■ What is being asked
Repeat the following data exactly, omitting pictures.

■ Saved data entries
━━━━━━━━━━━━━━━━

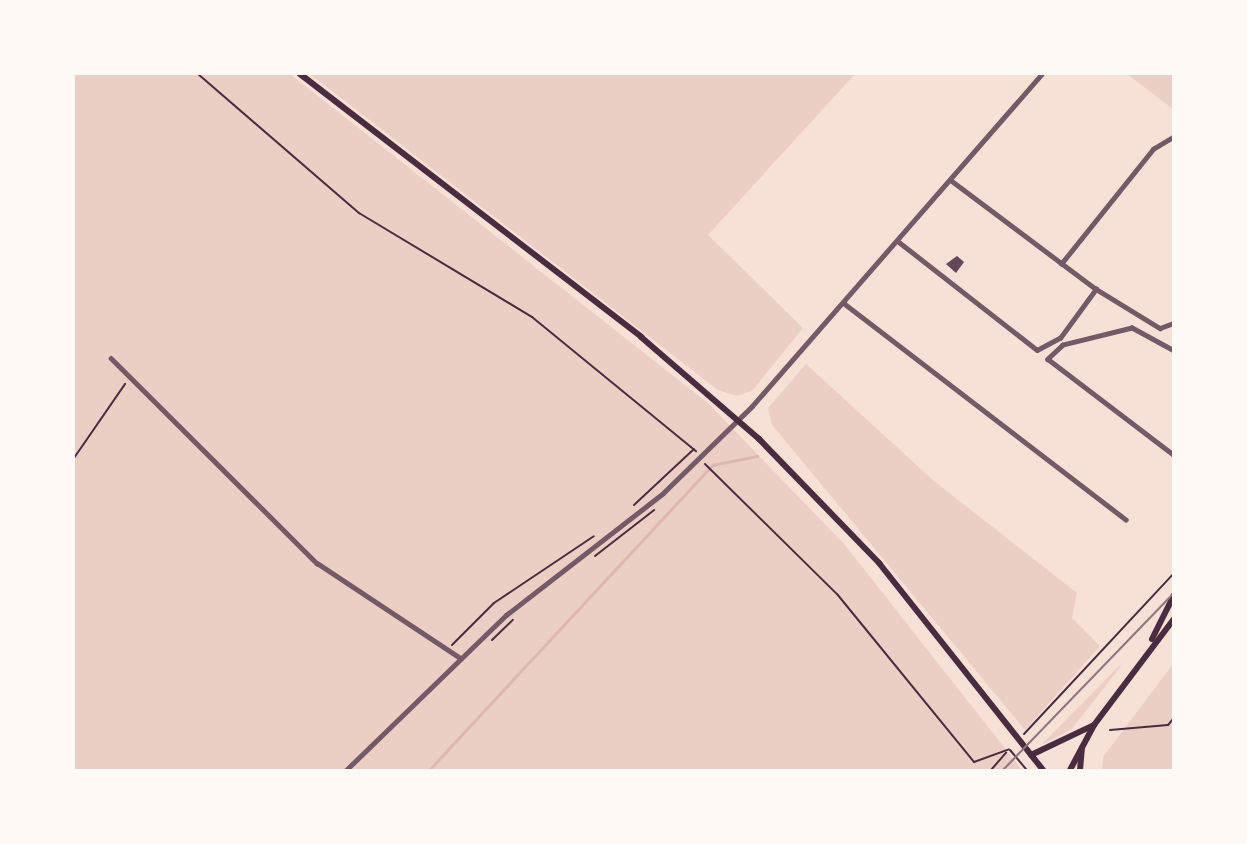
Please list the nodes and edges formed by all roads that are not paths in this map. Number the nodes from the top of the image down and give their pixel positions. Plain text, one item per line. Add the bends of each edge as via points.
1 (300, 74) edge
2 (1042, 74) edge
3 (1173, 137) edge
4 (952, 181) junction
5 (899, 242) junction
6 (1061, 264) junction
7 (1096, 289) junction
8 (845, 304) junction
9 (1174, 323) edge
10 (1174, 351) edge
11 (111, 358) dead end
12 (738, 420) junction
13 (1174, 455) edge
14 (1126, 520) dead end
15 (1174, 595) edge
16 (1174, 619) edge
17 (1152, 640) junction
18 (459, 657) junction
19 (1094, 725) junction
20 (1082, 745) junction
21 (1031, 755) junction
22 (346, 771) edge
23 (1043, 771) edge
24 (1070, 771) edge
25 (1080, 771) edge

1 - 12 main road
2 - 4 street
3 - 6 street via 1153,149
4 - 5 street
4 - 6 street
5 - 7 street via 1037,350 1060,338
5 - 8 street
6 - 7 street
7 - 9 street via 1165,329
8 - 12 street
8 - 14 street
10 - 13 street via 1151,333 1132,328 1063,345 1048,359
11 - 18 street via 317,563
12 - 18 street via 663,493
12 - 21 main road via 862,544
15 - 17 main road
16 - 17 main road
17 - 19 main road
18 - 22 street
19 - 20 main road
19 - 21 main road
20 - 24 main road
20 - 25 main road
21 - 23 main road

━━━━━━━━━━━━━━━━

■ Output for this exercise
Please list the nodes and edges formed by all roads that are not paths in this map. Number the nodes from the top of the image down and give their pixel positions. Plain text, one item per line. Add the bends of each edge as via points.
1 (300, 74) edge
2 (1042, 74) edge
3 (1173, 137) edge
4 (952, 181) junction
5 (899, 242) junction
6 (1061, 264) junction
7 (1096, 289) junction
8 (845, 304) junction
9 (1174, 323) edge
10 (1174, 351) edge
11 (111, 358) dead end
12 (738, 420) junction
13 (1174, 455) edge
14 (1126, 520) dead end
15 (1174, 595) edge
16 (1174, 619) edge
17 (1152, 640) junction
18 (459, 657) junction
19 (1094, 725) junction
20 (1082, 745) junction
21 (1031, 755) junction
22 (346, 771) edge
23 (1043, 771) edge
24 (1070, 771) edge
25 (1080, 771) edge

1 - 12 main road
2 - 4 street
3 - 6 street via 1153,149
4 - 5 street
4 - 6 street
5 - 7 street via 1037,350 1060,338
5 - 8 street
6 - 7 street
7 - 9 street via 1165,329
8 - 12 street
8 - 14 street
10 - 13 street via 1151,333 1132,328 1063,345 1048,359
11 - 18 street via 317,563
12 - 18 street via 663,493
12 - 21 main road via 862,544
15 - 17 main road
16 - 17 main road
17 - 19 main road
18 - 22 street
19 - 20 main road
19 - 21 main road
20 - 24 main road
20 - 25 main road
21 - 23 main road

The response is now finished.